This is just the sort of thing I was talking about. Most sprung brass
engines, particularly the older ones, were sprung so strongly that they
were essentially rigid. And since those springs were pushing the axle
bearings down against a thin cover plate, the drivers were rarely in the
same plane. As an extreme example, I had a Balboa C-21 that was sprung
so hard that the builder had bent the frame and cover plate to opposite
arcs, in order to keep the driver springs from visibly pushing them
apart! A close look at any of the Hallmark EBT Mikes will show that
the side rods are not jointed. Clearly Hallmark did not expect the
drivers to be moving in the frame slots.
Your solution largely fixes this problem, by getting the springing just
soft enough that most of drivers are down on the rail most of the time.
But I think that you were lucky on the weighting. I suspect that a real
close look at your engines will show that most of the bearing are still
against the cover plate at the bottom of their slots. Which is not a
necessarily bad, if they are only just touching the cover plate.

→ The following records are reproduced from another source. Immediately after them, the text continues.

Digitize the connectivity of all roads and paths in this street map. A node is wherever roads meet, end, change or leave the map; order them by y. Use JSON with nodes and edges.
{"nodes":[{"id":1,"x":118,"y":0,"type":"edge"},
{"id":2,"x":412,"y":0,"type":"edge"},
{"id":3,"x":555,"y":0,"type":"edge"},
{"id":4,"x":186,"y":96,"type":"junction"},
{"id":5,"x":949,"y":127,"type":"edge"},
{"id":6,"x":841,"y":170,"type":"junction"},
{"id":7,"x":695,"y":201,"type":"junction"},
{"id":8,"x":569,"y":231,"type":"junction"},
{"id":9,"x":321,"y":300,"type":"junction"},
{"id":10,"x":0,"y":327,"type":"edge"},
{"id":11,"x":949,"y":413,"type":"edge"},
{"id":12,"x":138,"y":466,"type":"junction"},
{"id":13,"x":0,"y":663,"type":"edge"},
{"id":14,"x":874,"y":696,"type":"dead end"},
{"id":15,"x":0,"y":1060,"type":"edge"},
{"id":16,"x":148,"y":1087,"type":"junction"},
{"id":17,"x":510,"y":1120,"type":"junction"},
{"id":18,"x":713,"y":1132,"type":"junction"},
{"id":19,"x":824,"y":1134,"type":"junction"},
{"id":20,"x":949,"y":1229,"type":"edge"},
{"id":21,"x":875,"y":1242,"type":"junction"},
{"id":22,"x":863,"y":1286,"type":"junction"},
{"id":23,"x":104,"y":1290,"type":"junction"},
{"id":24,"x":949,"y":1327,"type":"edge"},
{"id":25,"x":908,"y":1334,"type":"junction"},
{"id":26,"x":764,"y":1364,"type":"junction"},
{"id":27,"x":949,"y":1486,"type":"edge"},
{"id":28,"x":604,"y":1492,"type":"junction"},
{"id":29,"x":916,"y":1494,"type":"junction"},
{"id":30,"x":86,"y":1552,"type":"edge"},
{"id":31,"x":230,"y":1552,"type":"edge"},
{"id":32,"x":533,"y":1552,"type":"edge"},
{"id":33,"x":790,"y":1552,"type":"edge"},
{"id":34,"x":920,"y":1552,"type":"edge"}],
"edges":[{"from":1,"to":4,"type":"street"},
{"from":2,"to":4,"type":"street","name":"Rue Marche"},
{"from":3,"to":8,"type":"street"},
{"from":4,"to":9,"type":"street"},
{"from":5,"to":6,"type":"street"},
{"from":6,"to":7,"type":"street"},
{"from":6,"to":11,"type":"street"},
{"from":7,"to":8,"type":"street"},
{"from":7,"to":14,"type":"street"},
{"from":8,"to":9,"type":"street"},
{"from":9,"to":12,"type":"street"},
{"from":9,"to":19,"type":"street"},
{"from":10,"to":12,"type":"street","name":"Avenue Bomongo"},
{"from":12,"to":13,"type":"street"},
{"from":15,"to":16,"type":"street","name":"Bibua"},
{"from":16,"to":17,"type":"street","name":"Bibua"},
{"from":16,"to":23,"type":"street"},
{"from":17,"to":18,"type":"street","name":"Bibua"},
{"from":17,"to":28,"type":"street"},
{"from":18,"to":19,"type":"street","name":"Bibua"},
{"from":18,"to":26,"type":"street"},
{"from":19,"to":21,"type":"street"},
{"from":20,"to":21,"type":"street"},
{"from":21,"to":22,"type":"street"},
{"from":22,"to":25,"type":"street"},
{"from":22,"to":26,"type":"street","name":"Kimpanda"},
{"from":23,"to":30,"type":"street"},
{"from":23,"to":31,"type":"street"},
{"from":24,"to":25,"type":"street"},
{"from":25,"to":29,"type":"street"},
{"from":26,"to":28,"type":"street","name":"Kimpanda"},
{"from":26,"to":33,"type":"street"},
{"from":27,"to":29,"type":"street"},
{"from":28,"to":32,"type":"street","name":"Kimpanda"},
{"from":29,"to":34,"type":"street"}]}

The potential problem is that if a sprung locomotive normally sits with
all axle boxes at mid-slot, then the draft forces on the drawbar or
coupler can cause the body to pitch backward or forward. Pitching back
usually just looks awkward. Pitching forward can put the pilot on the
railhead, giving a momentary short. You may see a little of this in
your engines if you look closely, but clearly it is not a major problem
If the springs are just soft enough that the locomotive weight just
barely lifts the bearings off of the bottom of their slots, then any
driver can rise over a high spot without lifting the others on that side
off of the rail. So you always have some weight on all drivers, and
good electrical contact despite slight track irregularities. But when
the locomotive starts to pitch forward, the rear drivers do bottom, and
start to lift off of the rail. This shifts the center of support well
forward, just ahead of the second driving axle on a mike, and so the
locomotive does not pitch any further forward. Just the opposite
happens when pulling.
Much the same can be achieved with very weak springs, so that the driver
bearings are near the top of their slots. Here, as the locomotive
pitches forward or aft, the leading or trailing driver bearing hits the
top of its slot and immediately sees a much larger load, which stops the
pitching. This approach will put most model locomotives closer to the
rails than usual, with increased potential for shorts to side and main
rods, and around the trucks. Partial top filling of leading and
trailing driver bearing slots may be used to get the locomotive back up
above the rails. In which case springing should stiffer, to keep these
two axles just free of the new stops.
It just occurred to me that leading and trailing axle slot top fillers
will also largely stop pitching of a locomotive sprung with soft mid
slot springs. I am going to have to try this one. It will almost
certainly give the best rough track performance, since it allows maximal
movement of the inner driver axles.
A possible third approach is to make the leading or trailing driver axle
rigid in the frames, with mid-slot springing on the others. Then any
pitching action pivots around the rigid axle, and is resisted by all of
the driver springs, while all drivers are still able to follow track
irregularities. However on rough track, the locomotive body will follow
the motion of the rigid axle, which may be undesirable. The previous
methods tend to even out such tracking irregularities. I do not know if
anyone has ever tried this one.
Any operating (non-rigid) springing requires that the locomotive weight
be well centered over the driver wheelbase, and that the weight be
carefully matched to the springs. Or match the springs to the weight.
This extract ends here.